This way of viewing the situation led to a hypothesis: if the commons is a victim of market and government failures, rather than the cause of its own destruction, the remedy might lie in strengthening the commons. But how might that be done? According to prevailing wisdom, commons are inherently difficult to manage because no one effectively owns them. If Waste Management Inc. owned the atmosphere, it would charge dumpers a fee, just as it does for terrestrial landfills. But since no one has title to the atmosphere, dumping proceeds without limit or cost.

There’s a reason, of course, why no one has title to the atmosphere. For as long as anyone can remember there’s been more than enough air to go around, and thus no point in owning any of it. But nowadays, things are different. Our spacious skies aren’t empty anymore. We’ve filled them with invisible gases that are altering the climate patterns to which we and other species have adapted. In this new context, the atmosphere is a scarce resource, and having someone own it might not be a bad idea.

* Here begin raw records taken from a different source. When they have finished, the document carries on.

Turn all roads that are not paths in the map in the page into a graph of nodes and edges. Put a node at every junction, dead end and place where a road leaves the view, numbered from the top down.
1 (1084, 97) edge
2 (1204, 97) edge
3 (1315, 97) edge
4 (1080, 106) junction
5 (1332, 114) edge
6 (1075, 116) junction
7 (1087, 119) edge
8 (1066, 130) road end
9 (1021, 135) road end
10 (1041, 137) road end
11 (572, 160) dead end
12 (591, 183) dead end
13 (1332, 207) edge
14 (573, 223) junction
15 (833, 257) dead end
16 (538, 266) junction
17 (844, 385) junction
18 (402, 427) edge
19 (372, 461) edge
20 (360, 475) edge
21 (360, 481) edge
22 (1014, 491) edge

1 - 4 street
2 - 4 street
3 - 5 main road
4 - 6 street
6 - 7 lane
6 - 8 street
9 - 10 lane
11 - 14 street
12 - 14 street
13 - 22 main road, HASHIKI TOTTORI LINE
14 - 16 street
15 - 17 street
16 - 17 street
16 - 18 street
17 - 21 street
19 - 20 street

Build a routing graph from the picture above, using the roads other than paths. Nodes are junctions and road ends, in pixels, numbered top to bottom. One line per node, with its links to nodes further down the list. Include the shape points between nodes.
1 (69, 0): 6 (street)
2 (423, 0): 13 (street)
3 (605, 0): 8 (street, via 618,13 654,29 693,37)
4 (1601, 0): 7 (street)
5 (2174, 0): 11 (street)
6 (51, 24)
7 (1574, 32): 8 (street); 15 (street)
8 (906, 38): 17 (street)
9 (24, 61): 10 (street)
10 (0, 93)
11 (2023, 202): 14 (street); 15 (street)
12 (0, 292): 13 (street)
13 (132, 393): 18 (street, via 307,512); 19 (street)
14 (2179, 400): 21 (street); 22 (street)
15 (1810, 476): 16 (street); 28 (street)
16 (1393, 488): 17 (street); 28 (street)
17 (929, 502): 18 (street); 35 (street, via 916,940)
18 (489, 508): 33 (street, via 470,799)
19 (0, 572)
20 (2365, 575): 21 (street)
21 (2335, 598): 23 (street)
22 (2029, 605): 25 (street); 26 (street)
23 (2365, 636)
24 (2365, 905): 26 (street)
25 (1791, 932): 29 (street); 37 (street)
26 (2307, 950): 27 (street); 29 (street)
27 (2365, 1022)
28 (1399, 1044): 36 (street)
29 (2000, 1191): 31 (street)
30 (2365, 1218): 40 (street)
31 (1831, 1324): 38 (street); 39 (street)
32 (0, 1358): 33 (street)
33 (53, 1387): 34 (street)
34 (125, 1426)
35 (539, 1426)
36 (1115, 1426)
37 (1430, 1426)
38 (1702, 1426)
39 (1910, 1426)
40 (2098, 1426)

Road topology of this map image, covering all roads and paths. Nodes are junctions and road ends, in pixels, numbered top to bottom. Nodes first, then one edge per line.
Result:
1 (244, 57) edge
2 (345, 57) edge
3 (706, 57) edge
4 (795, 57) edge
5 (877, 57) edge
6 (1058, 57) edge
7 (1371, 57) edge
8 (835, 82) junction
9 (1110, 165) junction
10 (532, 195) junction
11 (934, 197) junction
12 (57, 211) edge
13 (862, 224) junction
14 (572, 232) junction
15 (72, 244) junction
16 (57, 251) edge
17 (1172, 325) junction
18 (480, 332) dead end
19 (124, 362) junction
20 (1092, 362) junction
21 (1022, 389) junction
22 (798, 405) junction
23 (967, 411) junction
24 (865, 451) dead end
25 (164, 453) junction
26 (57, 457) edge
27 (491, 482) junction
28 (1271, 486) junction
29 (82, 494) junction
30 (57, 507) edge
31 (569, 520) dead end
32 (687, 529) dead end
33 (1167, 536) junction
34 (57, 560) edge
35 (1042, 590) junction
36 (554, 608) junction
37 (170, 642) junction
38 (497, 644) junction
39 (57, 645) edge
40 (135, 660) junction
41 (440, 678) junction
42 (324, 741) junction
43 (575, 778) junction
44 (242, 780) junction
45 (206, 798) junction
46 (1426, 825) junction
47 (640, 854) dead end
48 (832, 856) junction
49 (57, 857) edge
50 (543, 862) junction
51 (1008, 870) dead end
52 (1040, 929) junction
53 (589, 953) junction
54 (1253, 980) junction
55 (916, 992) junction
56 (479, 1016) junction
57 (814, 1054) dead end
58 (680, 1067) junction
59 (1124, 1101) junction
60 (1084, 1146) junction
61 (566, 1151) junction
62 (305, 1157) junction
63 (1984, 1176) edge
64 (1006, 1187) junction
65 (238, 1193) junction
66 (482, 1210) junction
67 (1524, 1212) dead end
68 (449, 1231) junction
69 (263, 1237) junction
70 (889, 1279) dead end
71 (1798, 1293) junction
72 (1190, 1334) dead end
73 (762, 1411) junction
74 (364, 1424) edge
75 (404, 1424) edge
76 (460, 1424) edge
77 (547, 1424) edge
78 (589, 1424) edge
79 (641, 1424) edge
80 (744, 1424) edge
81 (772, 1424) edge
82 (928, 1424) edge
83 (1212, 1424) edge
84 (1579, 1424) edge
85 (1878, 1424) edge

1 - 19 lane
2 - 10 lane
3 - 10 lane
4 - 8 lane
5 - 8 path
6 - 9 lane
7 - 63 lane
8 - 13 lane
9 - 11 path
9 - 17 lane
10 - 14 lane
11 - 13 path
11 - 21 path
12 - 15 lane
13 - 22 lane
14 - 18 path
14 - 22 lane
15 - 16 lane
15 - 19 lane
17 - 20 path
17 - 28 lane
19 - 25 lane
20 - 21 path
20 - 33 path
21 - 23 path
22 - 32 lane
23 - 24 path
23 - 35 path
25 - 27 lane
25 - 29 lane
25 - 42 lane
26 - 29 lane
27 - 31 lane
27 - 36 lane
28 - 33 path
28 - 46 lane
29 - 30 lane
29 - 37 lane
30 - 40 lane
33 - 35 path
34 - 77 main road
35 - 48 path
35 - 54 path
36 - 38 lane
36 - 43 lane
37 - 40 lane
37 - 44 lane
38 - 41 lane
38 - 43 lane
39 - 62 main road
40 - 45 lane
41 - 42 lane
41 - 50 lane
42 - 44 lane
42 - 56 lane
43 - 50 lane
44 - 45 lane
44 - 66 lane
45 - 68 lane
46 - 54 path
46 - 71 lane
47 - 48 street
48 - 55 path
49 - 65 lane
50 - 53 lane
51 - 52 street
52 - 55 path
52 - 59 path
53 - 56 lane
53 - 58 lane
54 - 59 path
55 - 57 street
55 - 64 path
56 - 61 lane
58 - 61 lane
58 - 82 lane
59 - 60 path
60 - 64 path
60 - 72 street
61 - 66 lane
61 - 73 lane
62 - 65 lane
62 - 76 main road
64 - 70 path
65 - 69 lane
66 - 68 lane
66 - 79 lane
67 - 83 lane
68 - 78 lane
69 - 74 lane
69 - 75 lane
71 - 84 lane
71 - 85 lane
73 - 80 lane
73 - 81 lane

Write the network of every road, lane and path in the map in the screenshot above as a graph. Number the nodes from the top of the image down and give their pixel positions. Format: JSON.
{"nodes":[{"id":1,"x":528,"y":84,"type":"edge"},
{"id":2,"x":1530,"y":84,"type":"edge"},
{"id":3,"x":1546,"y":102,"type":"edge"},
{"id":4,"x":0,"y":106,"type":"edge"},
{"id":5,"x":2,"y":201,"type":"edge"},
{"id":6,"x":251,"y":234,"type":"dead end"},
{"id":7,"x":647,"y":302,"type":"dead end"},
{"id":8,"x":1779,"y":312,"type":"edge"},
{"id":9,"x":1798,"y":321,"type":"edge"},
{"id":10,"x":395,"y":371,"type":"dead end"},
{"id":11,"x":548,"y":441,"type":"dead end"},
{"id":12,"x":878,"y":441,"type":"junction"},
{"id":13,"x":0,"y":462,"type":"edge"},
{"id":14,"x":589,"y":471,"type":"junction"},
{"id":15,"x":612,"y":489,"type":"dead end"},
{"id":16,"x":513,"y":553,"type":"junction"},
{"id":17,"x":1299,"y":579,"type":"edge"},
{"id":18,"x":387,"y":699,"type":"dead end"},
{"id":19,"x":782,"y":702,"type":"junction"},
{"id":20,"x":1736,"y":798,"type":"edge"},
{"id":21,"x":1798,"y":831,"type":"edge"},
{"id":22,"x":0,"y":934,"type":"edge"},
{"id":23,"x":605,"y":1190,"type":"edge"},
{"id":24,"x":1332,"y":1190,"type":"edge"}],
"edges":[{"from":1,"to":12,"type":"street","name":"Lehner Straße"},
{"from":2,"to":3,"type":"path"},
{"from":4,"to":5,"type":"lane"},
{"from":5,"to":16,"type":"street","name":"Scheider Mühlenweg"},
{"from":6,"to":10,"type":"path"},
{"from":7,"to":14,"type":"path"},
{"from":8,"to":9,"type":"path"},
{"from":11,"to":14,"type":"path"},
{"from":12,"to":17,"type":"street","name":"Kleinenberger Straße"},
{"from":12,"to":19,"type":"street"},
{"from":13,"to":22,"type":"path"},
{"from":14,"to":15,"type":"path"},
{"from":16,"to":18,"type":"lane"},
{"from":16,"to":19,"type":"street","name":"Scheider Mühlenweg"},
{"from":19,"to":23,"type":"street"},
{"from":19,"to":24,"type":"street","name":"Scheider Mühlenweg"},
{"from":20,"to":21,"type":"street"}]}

In retrospect, I realized the question I’d been asking since early adulthood was: Is capitalism a brilliant solution to the problem of scarcity, or is it itself modernity’s central problem? The question has many layers, but explorations of each layer led me to the same verdict. Although capitalism started as a brilliant solution, it has become the central problem of our day. It was right for its time, but times have changed.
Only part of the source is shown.